-------- Material supplied --------

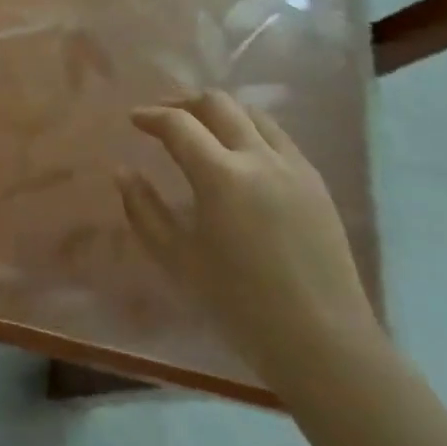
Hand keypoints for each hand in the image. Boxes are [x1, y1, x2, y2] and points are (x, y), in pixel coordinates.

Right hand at [119, 92, 380, 391]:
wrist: (323, 343)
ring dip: (220, 111)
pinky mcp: (316, 182)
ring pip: (252, 113)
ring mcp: (294, 166)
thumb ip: (144, 210)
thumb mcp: (178, 260)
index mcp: (221, 176)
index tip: (134, 119)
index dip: (151, 116)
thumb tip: (123, 172)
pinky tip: (240, 154)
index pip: (179, 124)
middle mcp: (259, 157)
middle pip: (217, 103)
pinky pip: (278, 137)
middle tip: (163, 116)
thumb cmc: (241, 305)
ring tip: (201, 128)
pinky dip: (250, 130)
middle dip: (184, 102)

--------

#### Requirement
Each line in the entries above, starting at the line with "thumb ip: (144, 210)" and ending at the line with "pinky pip: (278, 137)", is to be printed exactly, and only those lines.

#### Answer space
thumb ip: (144, 210)
thumb mcp: (178, 260)
index mcp: (221, 176)
index tip: (134, 119)
index dip: (151, 116)
thumb tip: (123, 172)
pinky tip: (240, 154)
index pip: (179, 124)
middle mcp: (259, 157)
middle pip: (217, 103)
pinky pip: (278, 137)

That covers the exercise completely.